Meia-entrada
Os estudantes conseguiram muitas conquistas em nosso País, com várias passeatas, protestos em frente a prefeituras e até mesmo no Palácio do Planalto. Tivemos várias leis a nosso favor. Talvez a mais importante é a que garante a meia-entrada. Somos cientes que, alguns empresários, promotores de eventos, não respeitam esta conquista. Todos os estudantes se perguntam quem fiscaliza o cumprimento da lei, os fiscalizadores (que deveriam fazer o seu trabalho) não estão vendo ou não querem ver que as estudantes estão sendo prejudicados e têm o direito da meia-entrada, garantida na lei 5.067/92, na qual o estudante para ‘‘usufruir o benefício deverá comprovar a condição referida no artigo anterior, mediante a identificação autenticada pelos diretores das escolas e expedida pelas entidades majoritárias (Ules, DCE, Upes, Ubes, UNE)’’.

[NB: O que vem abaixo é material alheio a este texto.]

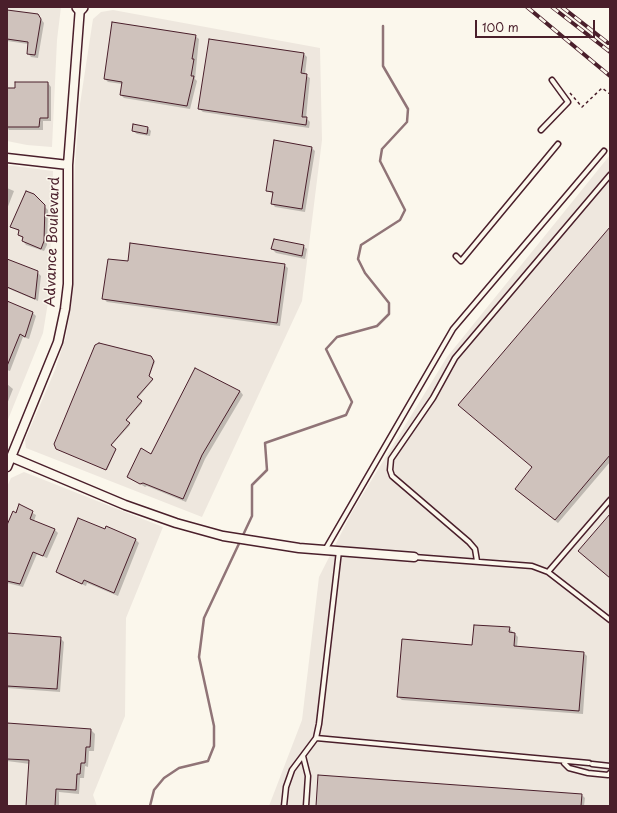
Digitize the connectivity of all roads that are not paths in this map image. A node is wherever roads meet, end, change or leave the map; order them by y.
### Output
1 (80, 8) edge
2 (552, 80) dead end
3 (541, 130) dead end
4 (558, 144) dead end
5 (604, 150) dead end
6 (7, 158) edge
7 (68, 165) junction
8 (610, 175) edge
9 (456, 256) dead end
10 (11, 457) junction
11 (7, 467) edge
12 (610, 500) edge
13 (324, 550) junction
14 (339, 551) junction
15 (414, 558) joint
16 (477, 561) junction
17 (548, 572) junction
18 (610, 620) edge
19 (316, 738) junction
20 (303, 756) junction
21 (564, 762) junction
22 (610, 766) edge
23 (610, 773) edge
24 (284, 806) edge
25 (306, 806) edge

1 - 7 street, Advance Boulevard
2 - 3 lane
4 - 9 lane
5 - 13 lane
6 - 7 street
7 - 10 street, Advance Boulevard
8 - 16 lane
10 - 11 street, Advance Boulevard
10 - 13 street
12 - 17 lane
13 - 14 street
14 - 15 street
14 - 19 lane
15 - 16 lane
16 - 17 lane
17 - 18 lane
19 - 20 lane
19 - 21 lane
20 - 24 lane
20 - 25 lane
21 - 22 lane
21 - 23 lane

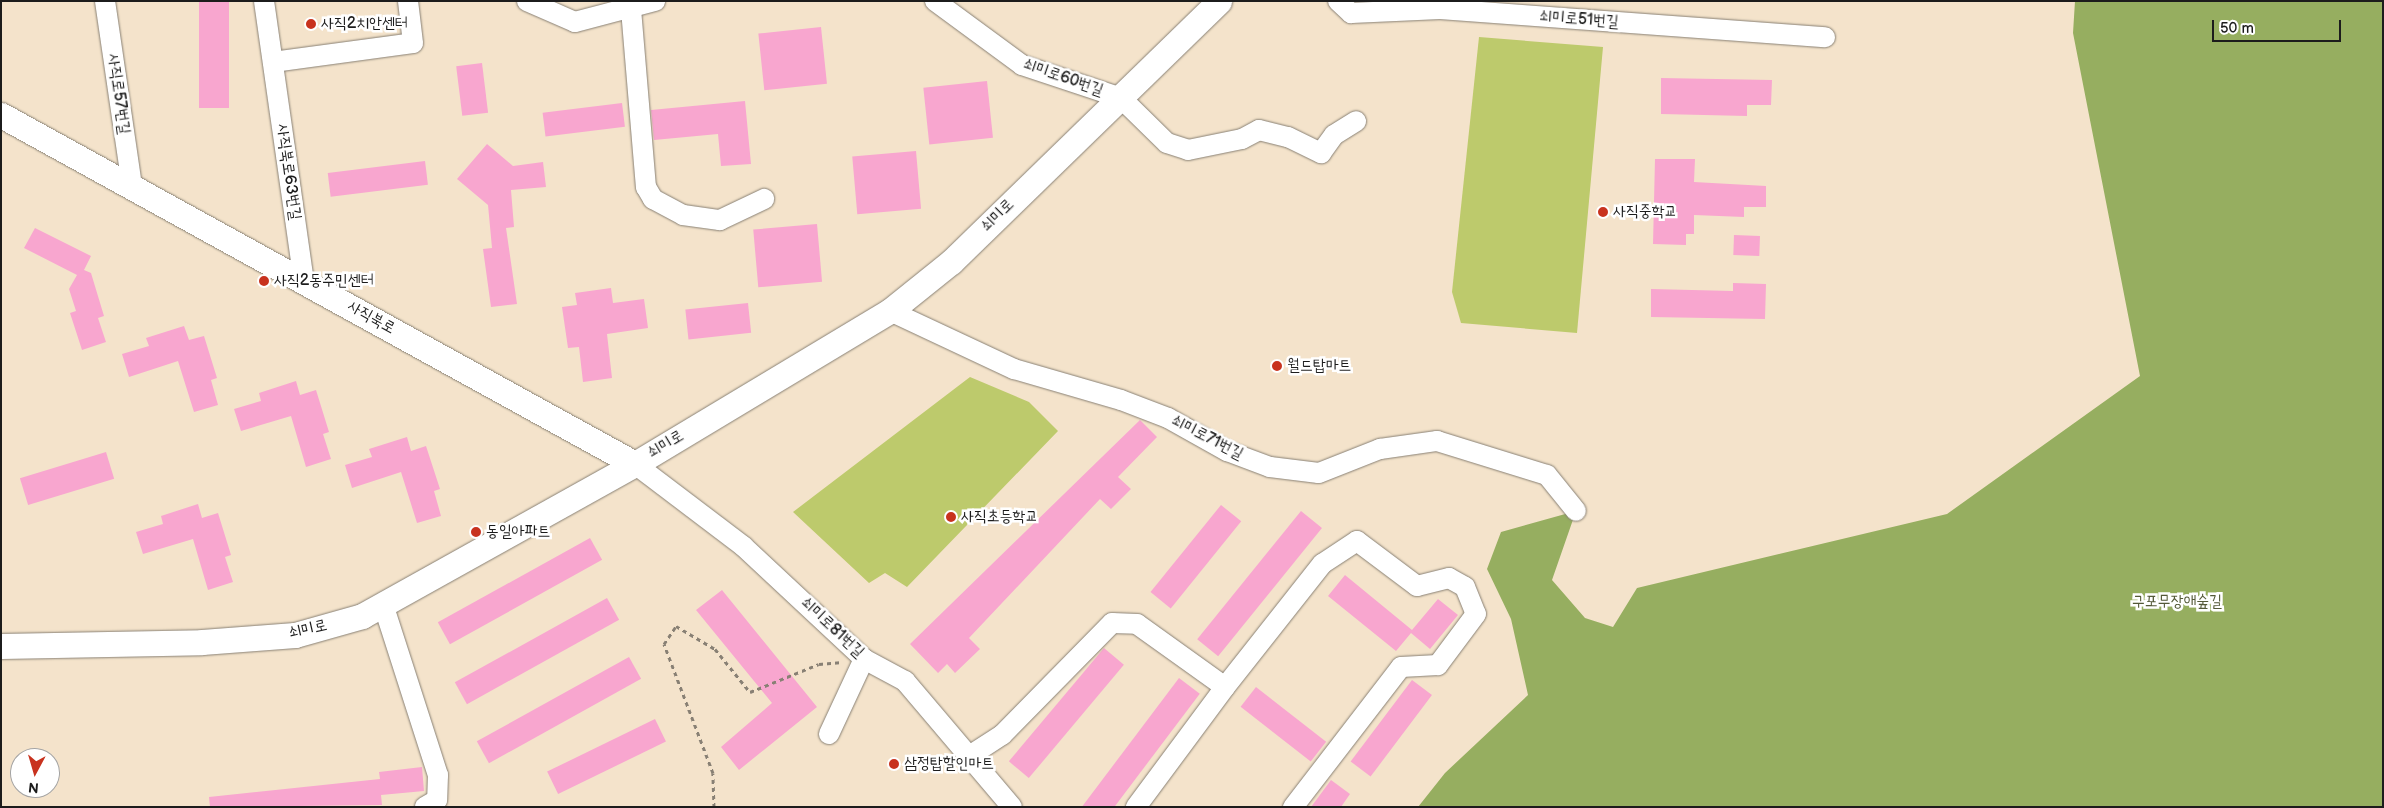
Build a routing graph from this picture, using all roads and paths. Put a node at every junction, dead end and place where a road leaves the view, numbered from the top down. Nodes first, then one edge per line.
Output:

Já houve vários shows em Londrina, e em muitos deles não foi respeitada a lei, porque não há fiscalização que puna esse desrespeito, sendo os maiores beneficiários os empresários, promotores, que sem de nossa cidade dando até risada, pois não receberão nenhuma punição dos órgãos fiscalizadores. Burlam, mais que uma lei, uma conquista.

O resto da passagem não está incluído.